According to the U.S. National Climate Centre (The National Climatic Data Center) from 1980 to 2012, the country took 134 weather disasters, all of which caused damage to the $ 1 billion (the total exceeds 880 billion). The balance of natural disasters is that 44 storms (damage 96.1 billion dollars), 16 droughts (respectively, 210.1 billion) and 11 natural fires (22.2 billion).
In 2011, extreme heat caused the death of 138 people (average for the previous decade, annual heat took away 119 lives). The majority (58%) of the victims died at home, however, their houses and apartments or do not have air conditioning or cooling system out of service. Multi-year statistics show that most victims of excessive heat are older men.
In 2011, strong winds killed 76 people in the U.S. (average "normal" in the past decade — 45 deaths). In strong winds the most dangerous in the vehicle or trailer.

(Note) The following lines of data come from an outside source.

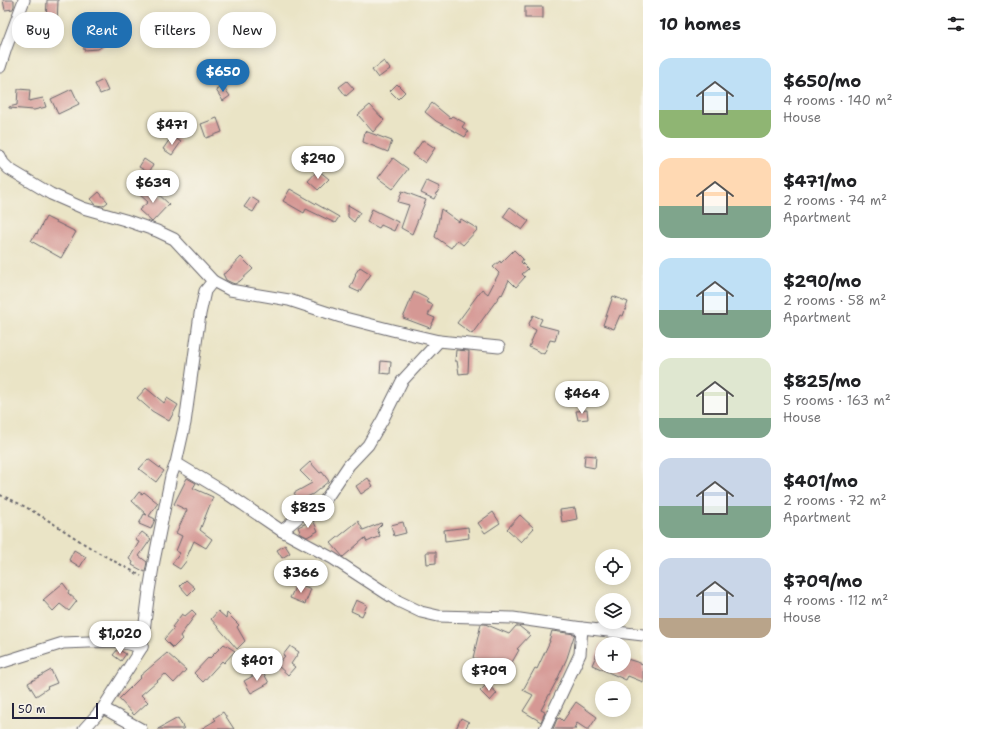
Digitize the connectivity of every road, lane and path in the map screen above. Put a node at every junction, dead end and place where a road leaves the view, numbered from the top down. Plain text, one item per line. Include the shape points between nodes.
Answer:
1 (24, 0) edge
2 (0, 67) edge
3 (0, 156) edge
4 (213, 281) junction
5 (439, 340) junction
6 (499, 347) dead end
7 (176, 463) junction
8 (0, 495) edge
9 (282, 531) junction
10 (151, 582) junction
11 (582, 628) junction
12 (643, 635) edge
13 (142, 647) junction
14 (0, 663) edge
15 (103, 708) junction
16 (84, 729) edge
17 (141, 729) edge
18 (545, 729) edge

1 - 2 street
3 - 4 street via 9,169 51,194 83,208 125,220 174,239
4 - 5 street via 230,290 289,300 341,317
4 - 7 street via 205,291 200,314 185,423
5 - 6 street
5 - 9 street via 402,381 368,445 349,465 322,504 308,509
7 - 9 street
7 - 10 street via 171,476
8 - 10 path via 58,526
9 - 11 street via 428,615 513,618
10 - 13 street
11 - 12 street
11 - 18 street via 580,654
13 - 14 street via 114,641 63,643
13 - 15 street
15 - 16 street
15 - 17 street

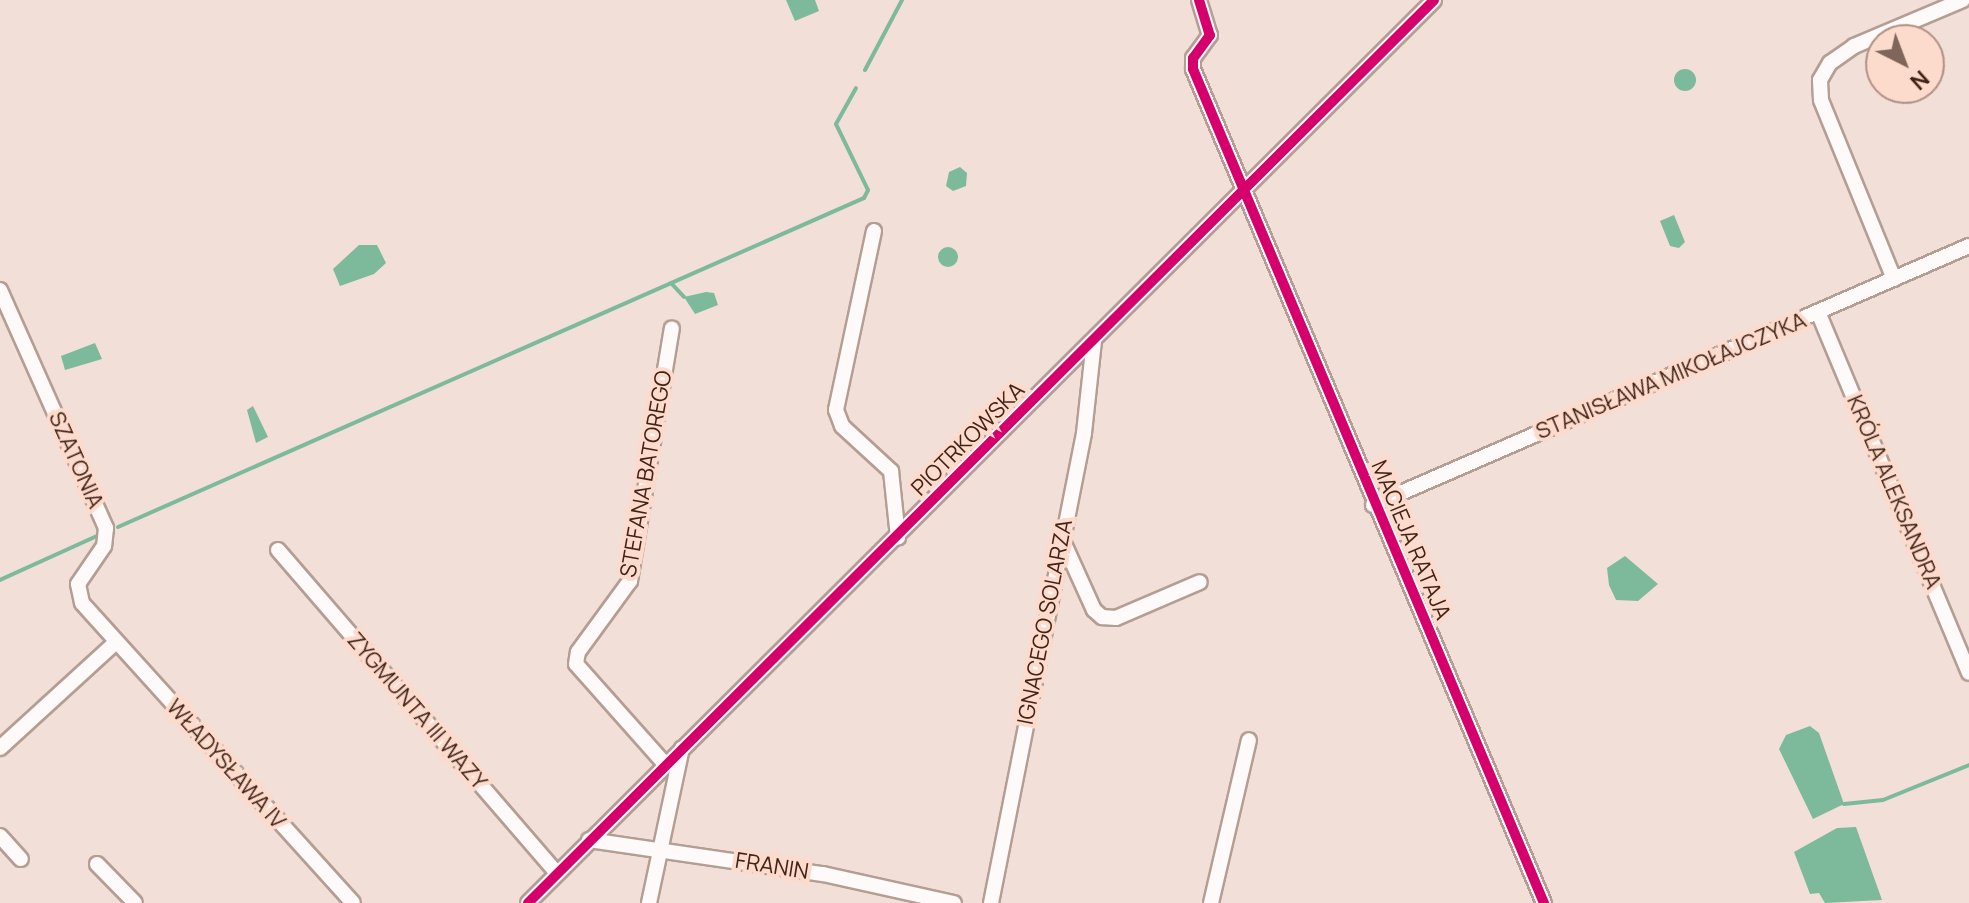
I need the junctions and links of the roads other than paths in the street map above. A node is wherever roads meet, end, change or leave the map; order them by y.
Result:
1 (1199, 0) edge
2 (1434, 0) edge
3 (1963, 0) edge
4 (1243, 192) junction
5 (874, 231) dead end
6 (1969, 246) edge
7 (1894, 279) junction
8 (0, 290) edge
9 (1818, 312) junction
10 (672, 328) dead end
11 (1094, 341) junction
12 (1373, 505) junction
13 (1061, 537) junction
14 (898, 538) junction
15 (278, 550) dead end
16 (1200, 582) dead end
17 (100, 623) joint
18 (116, 642) junction
19 (1969, 673) edge
20 (1249, 740) dead end
21 (0, 748) edge
22 (682, 748) junction
23 (664, 763) junction
24 (0, 836) edge
25 (589, 840) junction
26 (661, 847) junction
27 (21, 859) dead end
28 (97, 864) dead end
29 (557, 873) junction
30 (130, 901) edge
31 (353, 903) edge
32 (528, 903) edge
33 (649, 903) edge
34 (954, 903) edge
35 (991, 903) edge
36 (1211, 903) edge
37 (1544, 903) edge

1 - 4 street, MACIEJA RATAJA
2 - 4 street, PIOTRKOWSKA
3 - 7 street
4 - 11 street, PIOTRKOWSKA
4 - 12 street, MACIEJA RATAJA
5 - 14 street
6 - 7 street, STANISŁAWA MIKOŁAJCZYKA
7 - 9 street, STANISŁAWA MIKOŁAJCZYKA
8 - 17 street, SZATONIA
9 - 12 street, STANISŁAWA MIKOŁAJCZYKA
9 - 19 street, KRÓLA ALEKSANDRA
10 - 23 street, STEFANA BATOREGO
11 - 13 street, IGNACEGO SOLARZA
11 - 14 street, PIOTRKOWSKA
12 - 37 street, MACIEJA RATAJA
13 - 16 street
13 - 35 street, IGNACEGO SOLARZA
14 - 22 street, PIOTRKOWSKA
15 - 29 street, ZYGMUNTA III WAZY
17 - 18 street, WŁADYSŁAWA IV
18 - 21 street
18 - 31 street, WŁADYSŁAWA IV
20 - 36 street
22 - 23 street, PIOTRKOWSKA
22 - 26 street
23 - 25 street, PIOTRKOWSKA
24 - 27 street
25 - 26 street, FRANIN
25 - 29 street, PIOTRKOWSKA
26 - 33 street
26 - 34 street, FRANIN
28 - 30 street
29 - 32 street, PIOTRKOWSKA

Counting the number of casualties and damage to weather disasters (including lightning, floods, extreme cold, etc.), in the United States started in 1940. During this time (excluding the data for the year 2012) Poems claimed 14,926 lives, the damage exceeds 423 billion dollars. These statistics show that the greatest threat to man are lightning (9207 deaths), Flood (7478) and tornadoes (7374).
In the U.S., the time period from June 1 to November 30, known as "hurricane season." Storms that originate in the Caribbean Sea, threatening the lives and property of approximately 37.3 million Americans (12% of the population) living on the east coast. In 2011, over the Atlantic swept seven hurricanes, one of which hit the United States.

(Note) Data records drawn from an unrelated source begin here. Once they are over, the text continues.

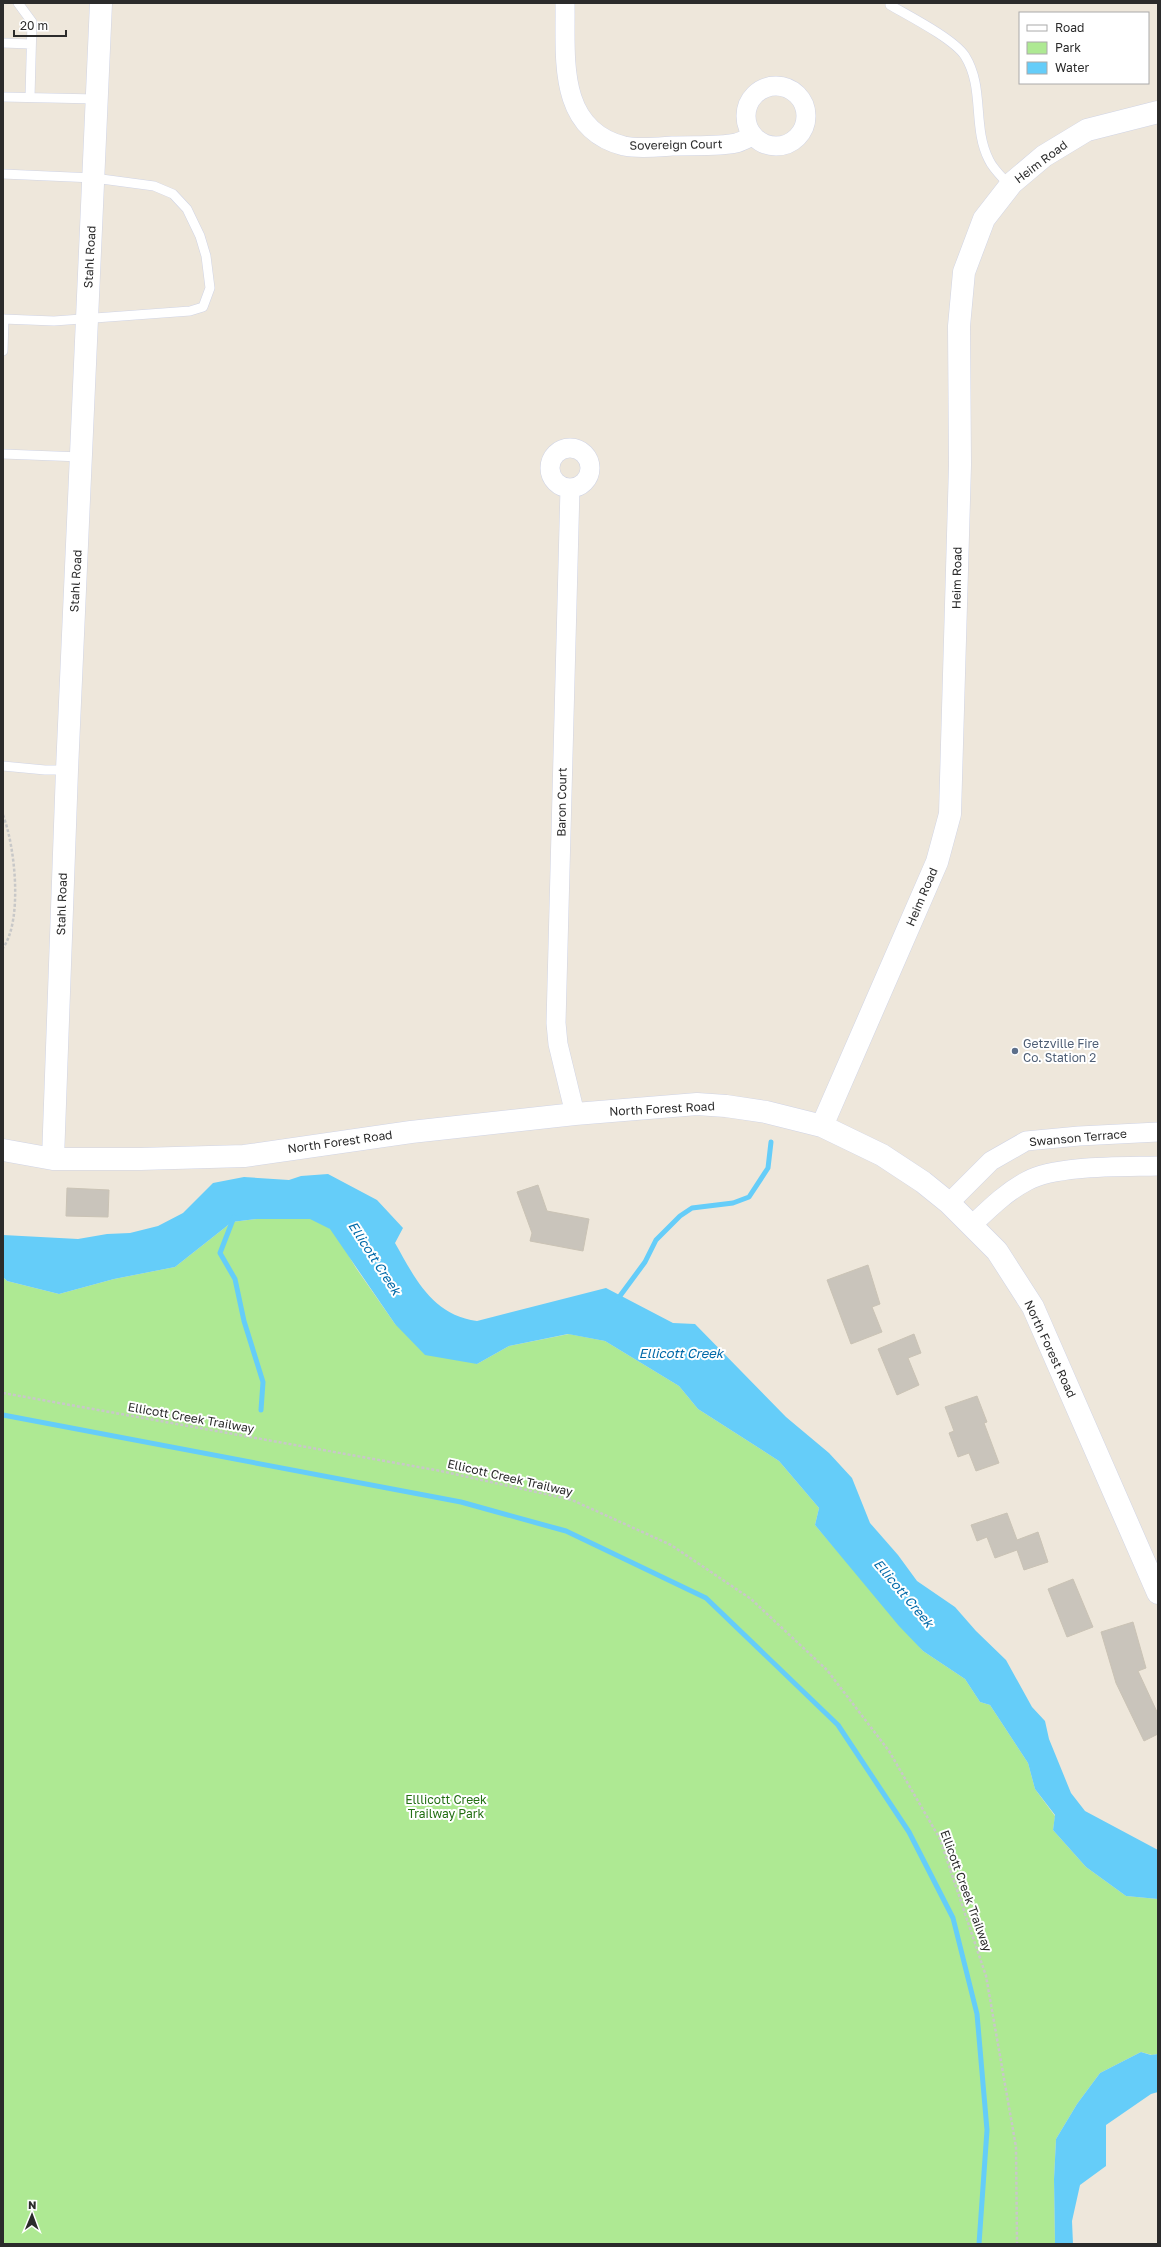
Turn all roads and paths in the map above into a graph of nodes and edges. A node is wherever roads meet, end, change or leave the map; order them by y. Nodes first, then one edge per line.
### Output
1 (18, 3) edge
2 (101, 3) edge
3 (566, 3) edge
4 (890, 5) dead end
5 (3, 43) edge
6 (31, 44) junction
7 (3, 97) edge
8 (30, 98) junction
9 (97, 99) junction
10 (1158, 112) edge
11 (752, 136) dead end
12 (3, 174) edge
13 (94, 178) junction
14 (1010, 186) junction
15 (88, 318) junction
16 (4, 319) edge
17 (3, 351) edge
18 (3, 454) edge
19 (81, 457) junction
20 (570, 488) dead end
21 (3, 766) edge
22 (67, 770) junction
23 (3, 815) edge
24 (3, 948) edge
25 (575, 1114) junction
26 (822, 1126) junction
27 (1158, 1132) edge
28 (3, 1150) edge
29 (53, 1159) junction
30 (1158, 1166) edge
31 (949, 1203) junction
32 (972, 1225) junction
33 (3, 1393) edge
34 (1158, 1593) edge
35 (1016, 2244) edge

1 - 6 lane
2 - 9 street, Stahl Road
3 - 11 street, Sovereign Court
4 - 14 lane
5 - 6 lane
6 - 8 lane
7 - 8 lane
8 - 9 lane
9 - 13 street, Stahl Road
10 - 14 street, Heim Road
12 - 13 lane
13 - 15 street, Stahl Road
13 - 15 lane
14 - 26 street, Heim Road
15 - 16 lane
15 - 19 street, Stahl Road
16 - 17 lane
18 - 19 lane
19 - 22 street, Stahl Road
20 - 25 street, Baron Court
21 - 22 lane
22 - 29 street, Stahl Road
23 - 24 path
25 - 26 street, North Forest Road
25 - 29 street, North Forest Road
26 - 31 street, North Forest Road
27 - 31 street, Swanson Terrace
28 - 29 street, North Forest Road
30 - 32 street
31 - 32 street, North Forest Road
32 - 34 street, North Forest Road
33 - 35 path, Ellicott Creek Trailway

The most deadly hurricane in U.S. history occurred before the systematic collection of such information. In 1900, a hurricane hit the city of Galveston, Texas — then lost more than 8 thousand people.
The plot of the most popular children's works of American literature — "The Wizard of Oz» (The Wonderful Wizard of Oz) — begins with a hurricane, which takes in the magical land of a house with a girl and her dog inside. Wind power, as described by Frank Baum, American readers did not seem to be an exaggeration.
In 1936 — at the height of the "Great Depression" — the United States struck a terrible heat, leading to the unprecedented drought. As a result of the heat (mainly due to heat and sun stroke, heart attack) killed about five thousand Americans. In most states in the country crop was destroyed. It is believed that North American disasters of this magnitude was not observed for centuries.
In 1902, an American engineer Willis Carrier invented air conditioning. Carrier company he founded still exists today.
According to the U.S. Department of Energy, in 2009 (latest available data) 87% of U.S. homes and apartments are air-conditioned. Estimated marketing firm IBISWorld, in this market there are more than 84 thousand companies, employing more than 407 thousand employees.
U.S. Department of Energy said that despite the fact that households in the U.S. in recent decades has increased dramatically the number of electrical appliances, real electricity consumption steadily declining. In particular, modern air conditioning by 30-50% efficient models of the 1990s.